Saturday, November 21, 2009

Jokes

I was thinking the other day that I am going to start this thing for people who have bad days. Little goodie bags, kind of. It's going to consist of a small chocolate and a joke, for now. I would have loved to receive a goodie bag for some of my bad days. i can just go to the dollar store and get cheap little toys designed to cheer them up. It would be fun. but, I collected some jokes that I will share, that made me chuckle. If anyone reads this, you should comment on it with a joke that you like, and I can add it to this small list. :

What do you see when the Pillsbury Dough Boy bends over? Doughnuts

What do you call a dinosaur that smashes everything? A Tyrannosaurus Wrecks

A passenger riding in a taxi taps the driver on the shoulder.

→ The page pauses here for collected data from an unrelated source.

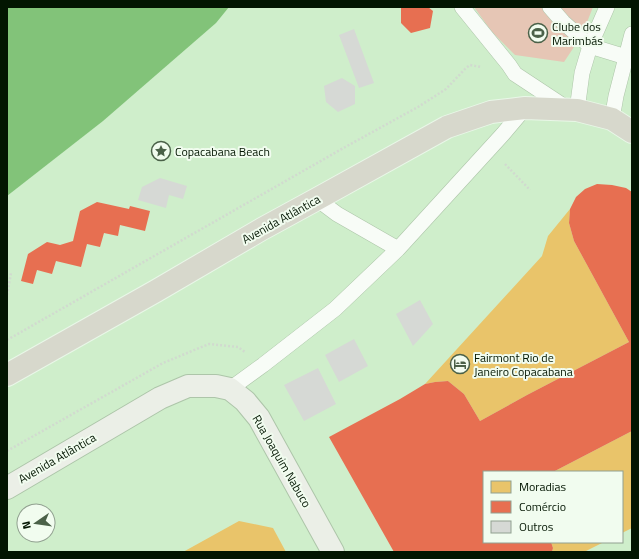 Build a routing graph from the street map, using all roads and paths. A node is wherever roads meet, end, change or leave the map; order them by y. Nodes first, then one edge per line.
1 (462, 7) edge
2 (550, 7) edge
3 (607, 7) edge
4 (631, 40) edge
5 (590, 46) junction
6 (626, 58) junction
7 (524, 108) junction
8 (573, 110) junction
9 (612, 119) junction
10 (632, 132) edge
11 (490, 148) junction
12 (530, 190) dead end
13 (317, 199) junction
14 (398, 250) junction
15 (11, 273) dead end
16 (7, 295) edge
17 (7, 375) edge
18 (223, 387) junction
19 (7, 488) edge
20 (333, 552) edge

1 - 8 lane
2 - 5 lane
3 - 5 lane
4 - 6 lane
5 - 6 lane
5 - 8 lane
6 - 9 lane
7 - 8 highway, Avenida Atlântica
7 - 11 lane
7 - 13 highway, Avenida Atlântica
8 - 9 highway, Avenida Atlântica
9 - 10 highway, Avenida Atlântica
11 - 12 path
11 - 14 lane
13 - 14 lane
13 - 17 highway, Avenida Atlântica
14 - 18 lane
15 - 16 path
18 - 19 main road, Avenida Atlântica
18 - 20 main road, Rua Joaquim Nabuco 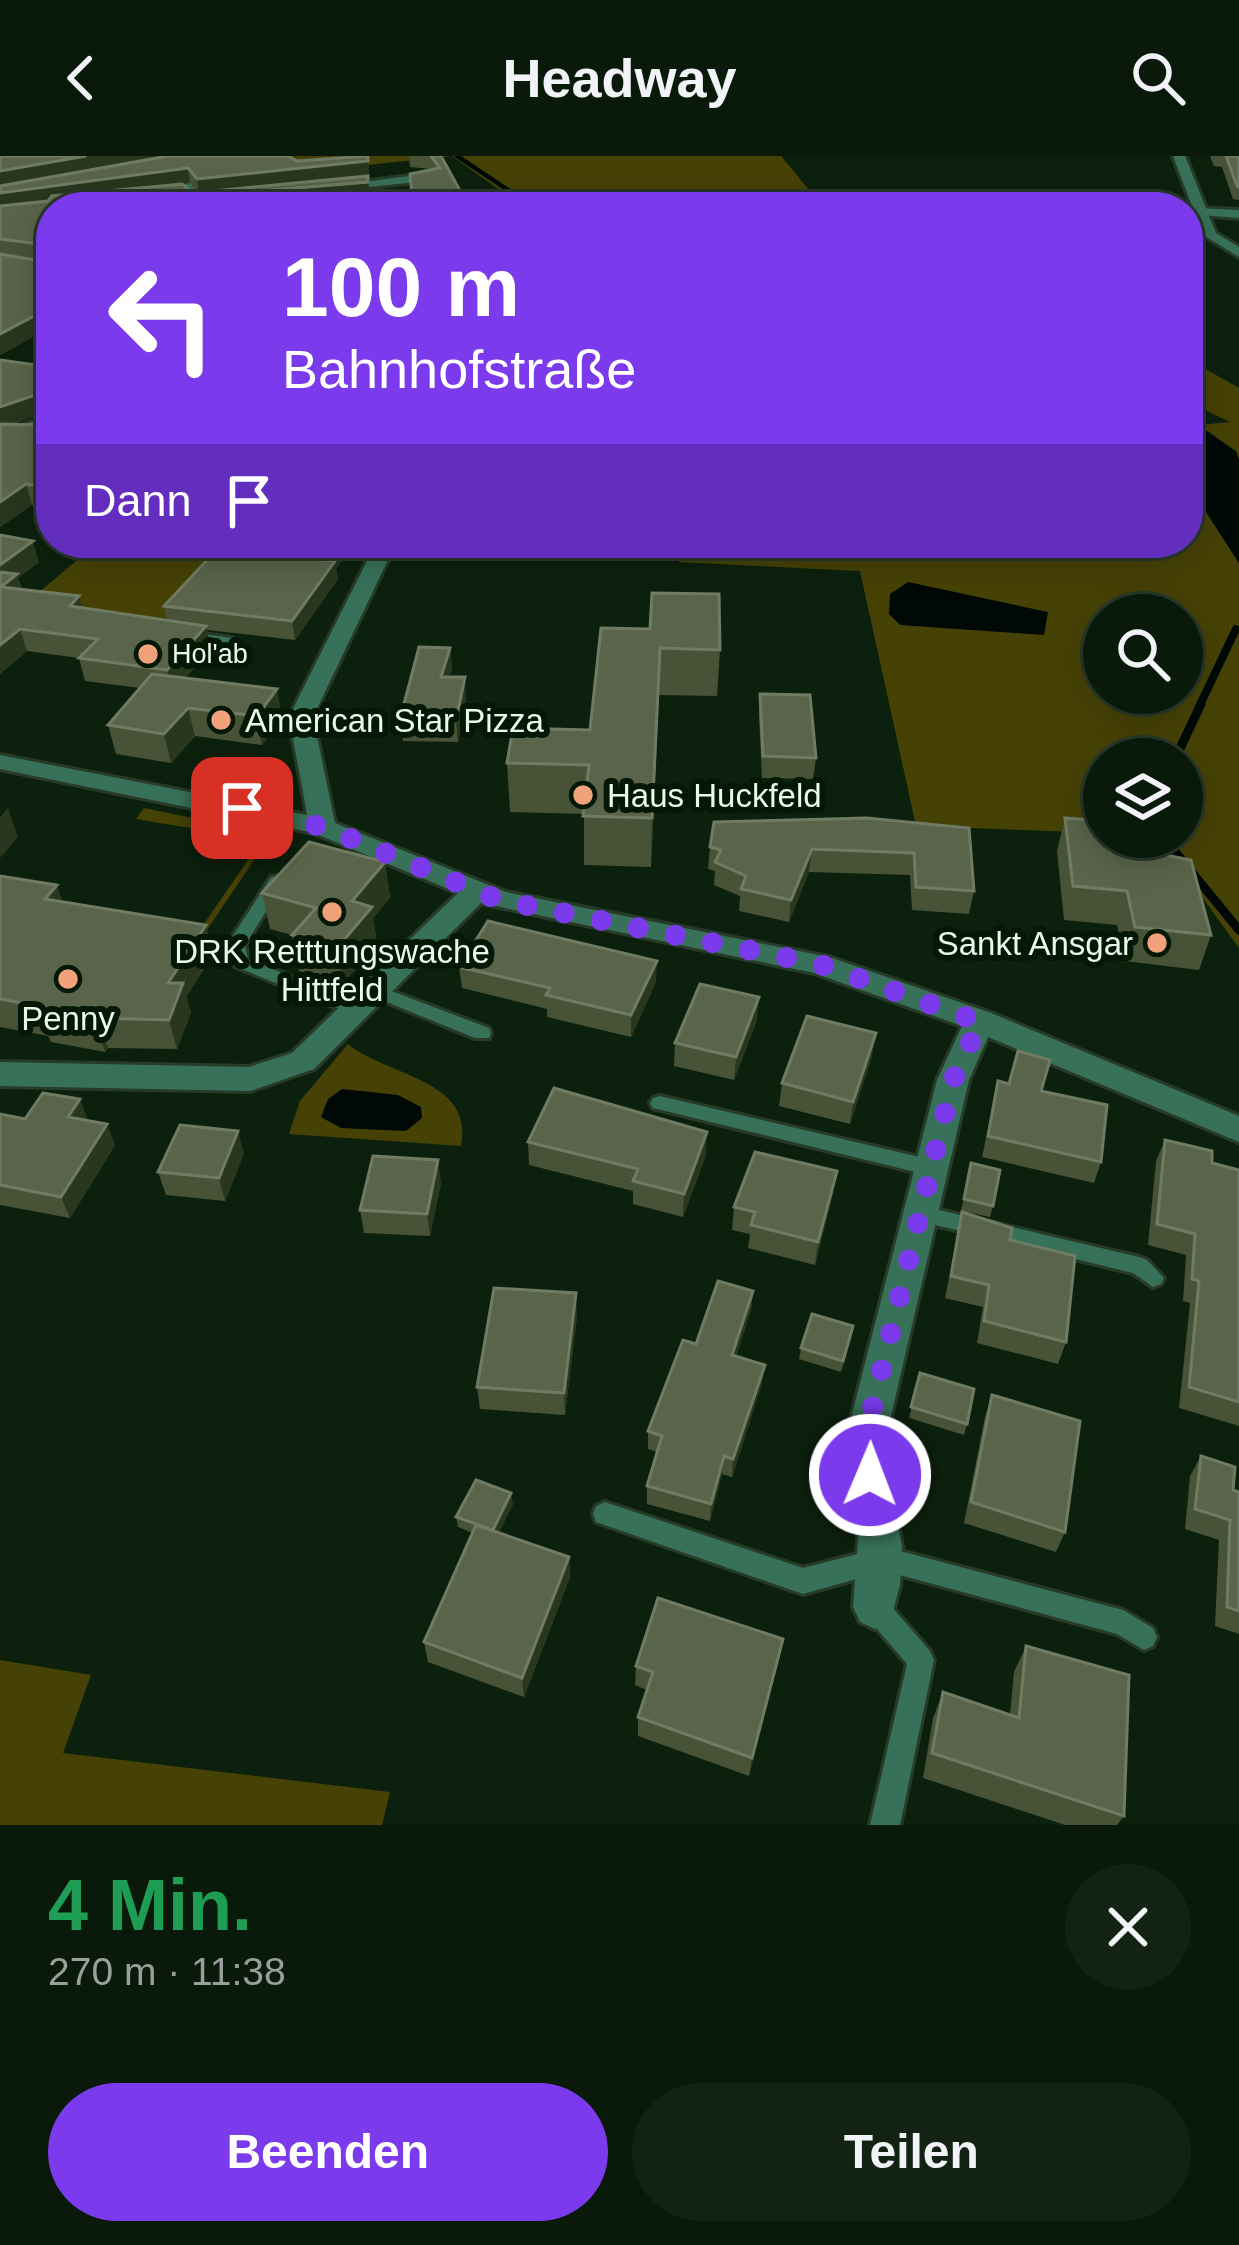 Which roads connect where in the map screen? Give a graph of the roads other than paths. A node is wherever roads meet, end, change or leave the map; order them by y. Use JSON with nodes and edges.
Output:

The driver shits himself, swerves round a bus and stops inches in front of a shop window. The passenger says, "Shit, you're jumpy aren't you? I only tapped your shoulder." The cabbie replies "Sorry, it's my first day on this job. Just spent 20 years driving a hearse"

 The wolf said to the pig, "I'll huff and I'll puff and I'll blow your house down!" The pig says, "Fuck you! I'll cough on you!"

A blonde and a brunette were walking through a park when the brunette said, "Aw, look at that poor, dead bird!" The blonde looked up and asked, "Where?"